Grill, Dehumidifier, Air con, Fridge, Dishwasher, Washing Machine, Lightbulbs, Ovens, Doorknob…
None of that should be smarter than “press button, get action”.
Connected HVAC can be pretty damn great depending on your house. It’s changed my energy usage a lot, and I like being able to adjust temps without walking downstairs in the middle of the night. Although having your thermostat lose cloud support ever 10-15 years is pretty shitty.
Connected doors are also great for handing out virtual keys and ensuring that stuff is shut and locked when you’re away.
I’m warry of electronic, wireless, and sometimes third-party cloud dependent services, having a say in how I lock my doors or control heating.
I’m a bit old fashioned, but also have to work with solutions where considering the consequences of a compromised entry point is vital. I’d be ok with a way to check that the door is locked, but something that can lock (and, so, unlock) my door remotely? Not a chance. At least, not for a place a value.
Re the locks - my general thought is that if you really want to get into my house, you’re going to get into my house. A rock or brick is very effective.
Locks just lower the potential for easy crimes of opportunity.
The Honeywell thermostats support z-wave. So no cloud shenanigans.

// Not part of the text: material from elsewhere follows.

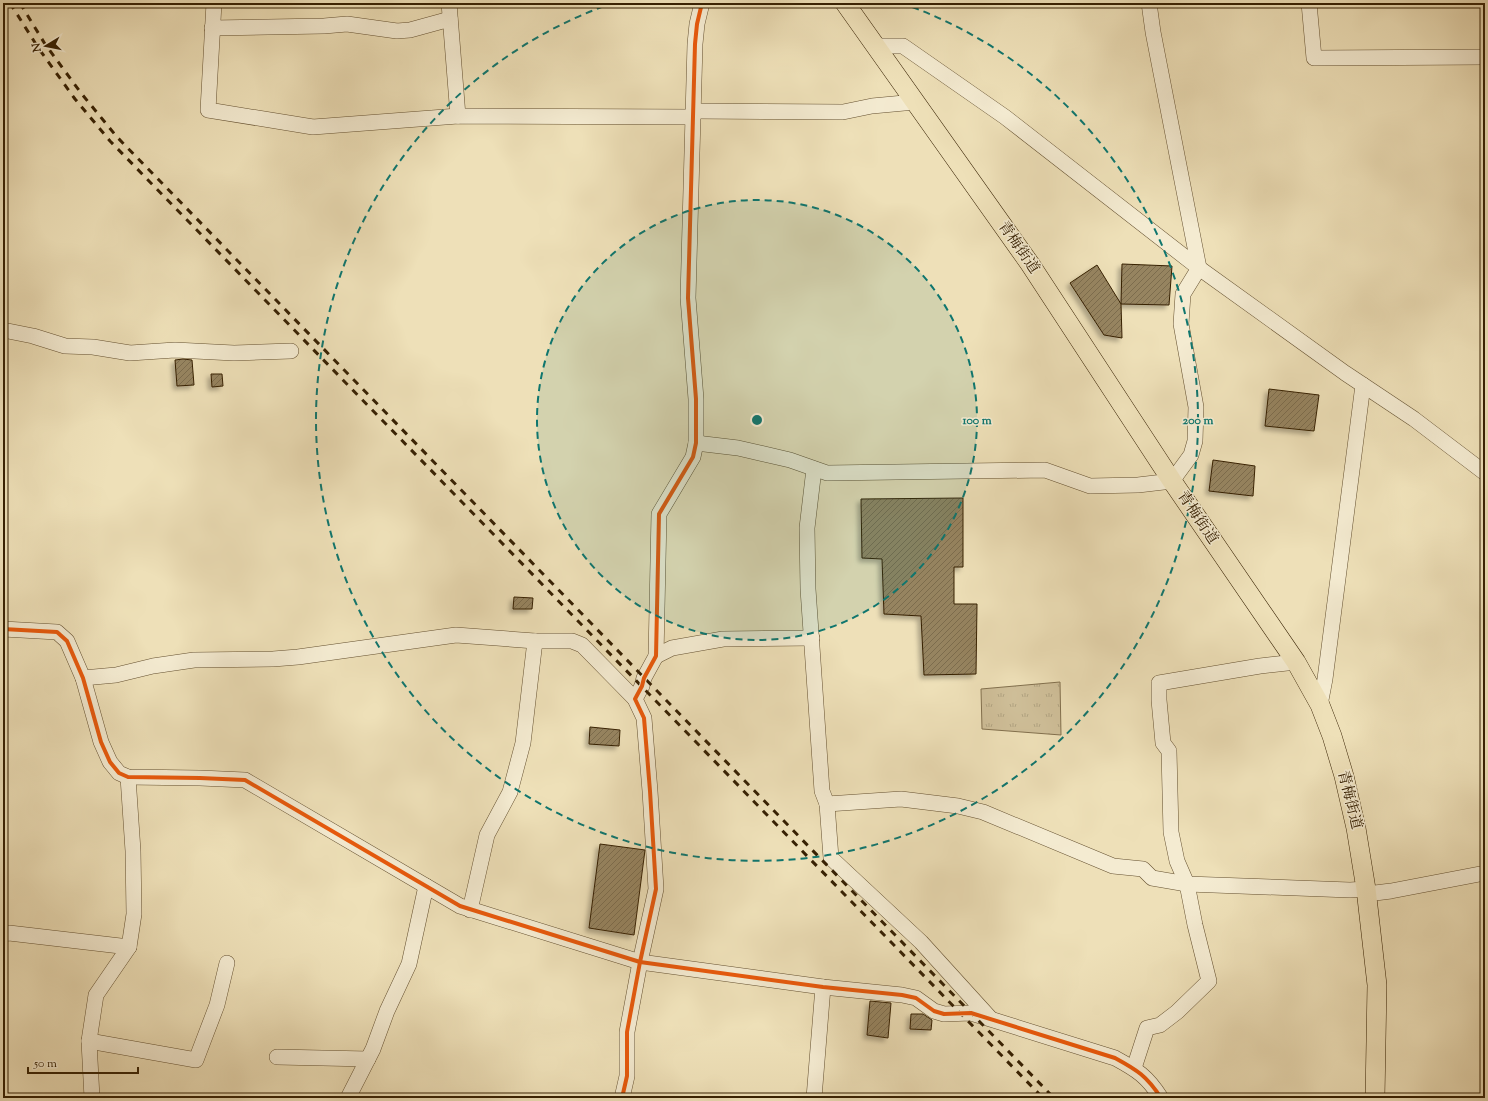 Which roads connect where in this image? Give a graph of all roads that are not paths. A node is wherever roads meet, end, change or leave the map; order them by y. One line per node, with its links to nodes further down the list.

I ended up going down the matter, home assistant, HomeKit route so I have some options for local network control.
That’s primarily what I seek out, but my rental has the Honeywell.
Have you found a decent matter thermostat? I’d love to get one when I get a house

Yes, and doors should be as simple as this

oh, wait…
Imagine a grill without the latest firewall
Thank you so much for that!😂
Can we go back to dumb tech?
I’m a casino slot tech. Don’t even get me started on the electronic table games that still use a dealer! Like Scotty said, “The more they overthink the plumbing, the easier it is to stop up the drain.”.
To not connect it to the Internet would probably help and turn it into a normal grill.
Probably a security update to try and keep it from being part of a botnet maybe? What would work better though is never connecting it to a network or even better, just don’t make it smart for no dam reason, lol.
Probably a security update to try and keep it from being part of a botnet maybe?
Then we’re back to the same question. At what point a grill have anything that could be part of a botnet :D
Anything with a network connection (unfortunately).
I have a friend who’s really big in to smoking meats for hours and hours and days at a time. He loves this kind of thing because he can monitor the smoker without physically being in front of it.
I think he’s crazy af for involving the damned internet in it but I guess it is what it is when you’re “cooking” something for 9 hours.